Psikanalitik açıdan baktığımızda aşağılanma, incinme, öfke ve intikamın birbirini izleyen süreçler olduğunu görürüz. İster bir bireyin, ister bir grubun aşağılanması, değersizleştirilmesi, adaletsiz davranılması o kişi ya da grupta incinme, öfke ve intikam duygularına yol açar. Ayrıca birey, bir grup içinde yer aldığında bireysel davranışlarından farklı da harekete geçme özelliği kazanır. Freud şöyle der: Tek kişinin yatkınlıklarını, içtepilerini, dürtülerini ve amaçlarını o kişinin davranışları ve hemcinsleriyle ilişkilerine varıncaya kadar araştıran ruhbilim, diyelim üstlendiği görevi eksiksiz yerine getirdi de adı geçen sorunları bir açıklığa kavuşturdu. O zaman kendini yeni bir ödev karşısında bulacak, çözüm isteyen bu ödevin ansızın önünde belirdiğini görecektir. Tanıdığı bireyin duygu, düşünce ve davranışları, belli bir koşul gerçekleştiği, yani birey “psikolojik kitle” özelliği kazanmış bir topluluk içine karıştığı vakit nasıl olup da beklenilene uymayan bir doğrultu izlemektedir? Buna göre, ne anlam taşımaktadır kitle ve bireyin ruh yaşamını böylesine derinliğine etkileme gücünü nereden almaktadır? Ayrıca, kitlenin bireyde zorla sağladığı ruhsal değişimin iç yüzü nedir? Freud bu soruları sorduktan sonra sözü, ünlü “Kitle Psikolojisi” kitabının yazarı Le Bon’a bırakıyor: Psikolojik kitlede en tipik özellik şudur. Kitleyi yaratan bireyler, ne türden olursa olsun, yaşayışları, işleri güçleri, karakterleri, zekaları birbirine ne denli benzerse benzesin ya da birbirinden ne denli ayrılırsa ayrılsın, kitleleşme sonucu, yalnız ve yalnız bu nedenden ötürü ortak bir ruh kazanır. Dolayısıyla, her biri tek başınayken hissedeceği, düşüneceği ve davranacağından bir başka türlü hisseder, düşünür ve davranır. Öyle duygu ve düşünceler vardır ki, birbiriyle kaynaşıp bir kitle oluşturmuş bireylerde rastlanır ancak, ya da ilgili bireylerde eylemlere dönüşür. Bir organizmadaki hücreler nasıl bir araya gelerek tek bir varlık oluşturmuşsa, psikolojik kitle de bir an için birbiriyle kaynaşmış heterojen öğelerin oluşturduğu geçici bir varlıktır.
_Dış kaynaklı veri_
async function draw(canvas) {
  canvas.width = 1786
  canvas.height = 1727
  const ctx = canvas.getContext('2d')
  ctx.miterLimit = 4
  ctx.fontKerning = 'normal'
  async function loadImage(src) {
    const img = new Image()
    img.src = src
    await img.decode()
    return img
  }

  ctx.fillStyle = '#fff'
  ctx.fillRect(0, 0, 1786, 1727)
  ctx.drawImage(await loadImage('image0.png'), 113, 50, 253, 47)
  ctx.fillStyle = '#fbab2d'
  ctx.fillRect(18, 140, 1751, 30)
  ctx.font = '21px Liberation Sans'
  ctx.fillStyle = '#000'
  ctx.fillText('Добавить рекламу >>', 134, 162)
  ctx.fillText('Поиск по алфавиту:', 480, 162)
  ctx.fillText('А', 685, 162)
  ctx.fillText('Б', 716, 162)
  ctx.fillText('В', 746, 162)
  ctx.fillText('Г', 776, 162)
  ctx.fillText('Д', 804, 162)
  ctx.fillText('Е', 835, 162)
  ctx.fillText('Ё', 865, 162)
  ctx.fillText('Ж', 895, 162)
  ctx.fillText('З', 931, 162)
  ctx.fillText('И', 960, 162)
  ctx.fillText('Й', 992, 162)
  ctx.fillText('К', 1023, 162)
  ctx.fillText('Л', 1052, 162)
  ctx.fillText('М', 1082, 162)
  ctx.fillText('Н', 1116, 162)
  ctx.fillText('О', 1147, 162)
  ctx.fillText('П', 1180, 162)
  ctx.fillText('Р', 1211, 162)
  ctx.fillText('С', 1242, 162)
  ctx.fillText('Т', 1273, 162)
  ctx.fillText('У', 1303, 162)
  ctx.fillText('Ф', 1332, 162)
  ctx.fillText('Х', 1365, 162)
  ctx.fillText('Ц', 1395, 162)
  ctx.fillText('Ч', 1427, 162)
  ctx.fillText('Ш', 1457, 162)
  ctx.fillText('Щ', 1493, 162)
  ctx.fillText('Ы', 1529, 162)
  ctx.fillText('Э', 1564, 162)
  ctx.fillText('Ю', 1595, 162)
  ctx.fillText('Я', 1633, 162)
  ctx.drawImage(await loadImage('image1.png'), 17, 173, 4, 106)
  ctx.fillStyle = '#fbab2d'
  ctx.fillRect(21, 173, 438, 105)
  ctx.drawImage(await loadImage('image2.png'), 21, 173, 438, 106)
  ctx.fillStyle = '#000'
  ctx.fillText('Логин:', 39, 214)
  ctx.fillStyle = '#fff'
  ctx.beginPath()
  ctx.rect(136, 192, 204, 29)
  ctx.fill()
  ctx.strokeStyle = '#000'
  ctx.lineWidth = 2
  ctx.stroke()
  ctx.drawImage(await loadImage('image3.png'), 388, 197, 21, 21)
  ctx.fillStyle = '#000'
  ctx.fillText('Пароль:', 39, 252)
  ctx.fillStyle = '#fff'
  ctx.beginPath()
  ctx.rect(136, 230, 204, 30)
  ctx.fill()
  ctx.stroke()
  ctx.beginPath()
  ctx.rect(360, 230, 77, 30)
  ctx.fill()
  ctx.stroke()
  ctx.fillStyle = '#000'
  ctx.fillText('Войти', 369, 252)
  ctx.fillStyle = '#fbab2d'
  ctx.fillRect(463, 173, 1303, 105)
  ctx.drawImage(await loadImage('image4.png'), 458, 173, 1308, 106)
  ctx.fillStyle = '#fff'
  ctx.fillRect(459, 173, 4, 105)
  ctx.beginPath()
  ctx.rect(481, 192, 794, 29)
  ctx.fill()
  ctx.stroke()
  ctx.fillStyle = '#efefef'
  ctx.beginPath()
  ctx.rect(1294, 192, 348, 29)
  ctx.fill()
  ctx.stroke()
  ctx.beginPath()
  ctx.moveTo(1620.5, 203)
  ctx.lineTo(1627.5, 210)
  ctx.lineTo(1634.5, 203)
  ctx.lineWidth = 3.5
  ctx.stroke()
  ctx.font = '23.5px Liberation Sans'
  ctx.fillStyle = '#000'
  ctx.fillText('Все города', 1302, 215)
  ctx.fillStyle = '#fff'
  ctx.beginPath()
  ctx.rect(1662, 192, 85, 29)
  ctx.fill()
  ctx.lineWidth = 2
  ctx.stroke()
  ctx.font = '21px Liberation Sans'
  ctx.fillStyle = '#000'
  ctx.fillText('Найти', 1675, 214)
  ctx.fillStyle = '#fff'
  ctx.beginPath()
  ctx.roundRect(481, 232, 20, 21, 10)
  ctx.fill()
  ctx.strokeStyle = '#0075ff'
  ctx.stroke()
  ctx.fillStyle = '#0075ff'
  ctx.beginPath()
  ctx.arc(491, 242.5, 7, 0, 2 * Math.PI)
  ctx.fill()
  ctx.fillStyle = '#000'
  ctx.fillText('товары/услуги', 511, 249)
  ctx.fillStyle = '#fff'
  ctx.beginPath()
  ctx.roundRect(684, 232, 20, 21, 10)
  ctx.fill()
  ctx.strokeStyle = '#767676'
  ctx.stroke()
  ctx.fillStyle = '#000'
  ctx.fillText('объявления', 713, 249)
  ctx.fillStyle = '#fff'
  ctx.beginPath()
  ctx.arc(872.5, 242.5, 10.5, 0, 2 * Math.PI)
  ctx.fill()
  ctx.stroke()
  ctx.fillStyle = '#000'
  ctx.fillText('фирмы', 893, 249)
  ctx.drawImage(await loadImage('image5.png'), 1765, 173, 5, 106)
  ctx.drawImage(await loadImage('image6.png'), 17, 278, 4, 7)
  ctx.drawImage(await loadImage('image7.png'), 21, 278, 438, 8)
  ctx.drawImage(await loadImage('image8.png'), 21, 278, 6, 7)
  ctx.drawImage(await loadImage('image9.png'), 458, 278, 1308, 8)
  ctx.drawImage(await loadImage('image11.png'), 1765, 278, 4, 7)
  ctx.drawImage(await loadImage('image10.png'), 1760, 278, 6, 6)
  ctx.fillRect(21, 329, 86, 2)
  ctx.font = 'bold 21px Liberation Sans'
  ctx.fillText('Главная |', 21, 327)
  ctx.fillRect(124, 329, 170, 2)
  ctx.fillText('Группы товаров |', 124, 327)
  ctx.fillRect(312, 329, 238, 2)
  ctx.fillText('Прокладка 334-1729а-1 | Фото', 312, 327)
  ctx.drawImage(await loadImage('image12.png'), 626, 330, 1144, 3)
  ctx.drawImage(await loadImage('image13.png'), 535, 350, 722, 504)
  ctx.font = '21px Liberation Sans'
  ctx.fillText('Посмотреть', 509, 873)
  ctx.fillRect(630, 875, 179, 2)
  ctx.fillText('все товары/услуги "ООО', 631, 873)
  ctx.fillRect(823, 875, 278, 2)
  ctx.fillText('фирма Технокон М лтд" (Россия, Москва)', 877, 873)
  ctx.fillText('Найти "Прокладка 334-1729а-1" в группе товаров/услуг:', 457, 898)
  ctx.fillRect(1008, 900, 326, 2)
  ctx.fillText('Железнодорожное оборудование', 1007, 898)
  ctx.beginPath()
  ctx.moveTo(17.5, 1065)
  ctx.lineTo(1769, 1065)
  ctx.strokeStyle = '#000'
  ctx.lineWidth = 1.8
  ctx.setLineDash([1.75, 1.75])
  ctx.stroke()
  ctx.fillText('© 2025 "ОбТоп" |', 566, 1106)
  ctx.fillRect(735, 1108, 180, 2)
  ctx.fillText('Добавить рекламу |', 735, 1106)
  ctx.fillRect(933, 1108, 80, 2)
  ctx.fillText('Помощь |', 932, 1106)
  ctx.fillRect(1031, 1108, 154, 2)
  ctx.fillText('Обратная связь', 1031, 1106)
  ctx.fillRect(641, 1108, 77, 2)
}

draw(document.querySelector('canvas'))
Le Bon’un belirttiğine göre, tek kişinin bireysel yoldan edindiği özellikler kitle içinde silinir, dolayısıyla bireyin kendine özgü karakteri kaybolur. Irksal bilinçdışı kendini açığa vurup, heterojenite homojenite içinde eriyip gider. Diyebiliriz ki, bireyden bireye pek değişen ruhsal üstyapılar kaldırılıp bir kenara atılır, işlemez duruma getirilir, bireylerin tümünde homojen özellik gösteren bilinçsiz altyapı ise gün ışığına çıkarılır.
Tüm bu bilgilerin ışığında, gerek ilkel savunma düzenekleriyle harekete geçen bireysel ötekileştirmeler, gerek kitle psikolojisiyle devinen ötekileştirme ve düşman yaratma eylemleri, hem bireyi hem toplumsal yapıları ciddi ölçüde incitir, örseler ve şiddetin doğuşunun temellerini oluşturur. Oysaki hem bireysel hem de toplumsal farklılıkları kabul ederek ve farklılıklara saygı duyarak yaşamak hem bireyin hem de toplumun zenginliğidir.
Ötekileştirmenin olmadığı, barış içinde bir yaşam umuduyla…
İzmir, 06. Eylül 2010
Nur Engindeniz
Kaynakça:
Freud Sigmund, Kitle Psikolojisi, çev. Kamuran Şipal, İstanbul, Cem yayınevi, 1998
Kaptanoğlu Cem, Akıl Defteri, Kış, 2010
Kernberg, Otto, Sapıklıklarda ve Kişilik Bozukluklarında Saldırganlık,çev. Banu Büyükkal, İstanbul: Metis Yayınları, 2000.
Kernberg, Otto, Sınır Durumlar ve Patolojik Narsisizm, çec. Mustafa Atakay, İstanbul: Metis Yayınları, 1999.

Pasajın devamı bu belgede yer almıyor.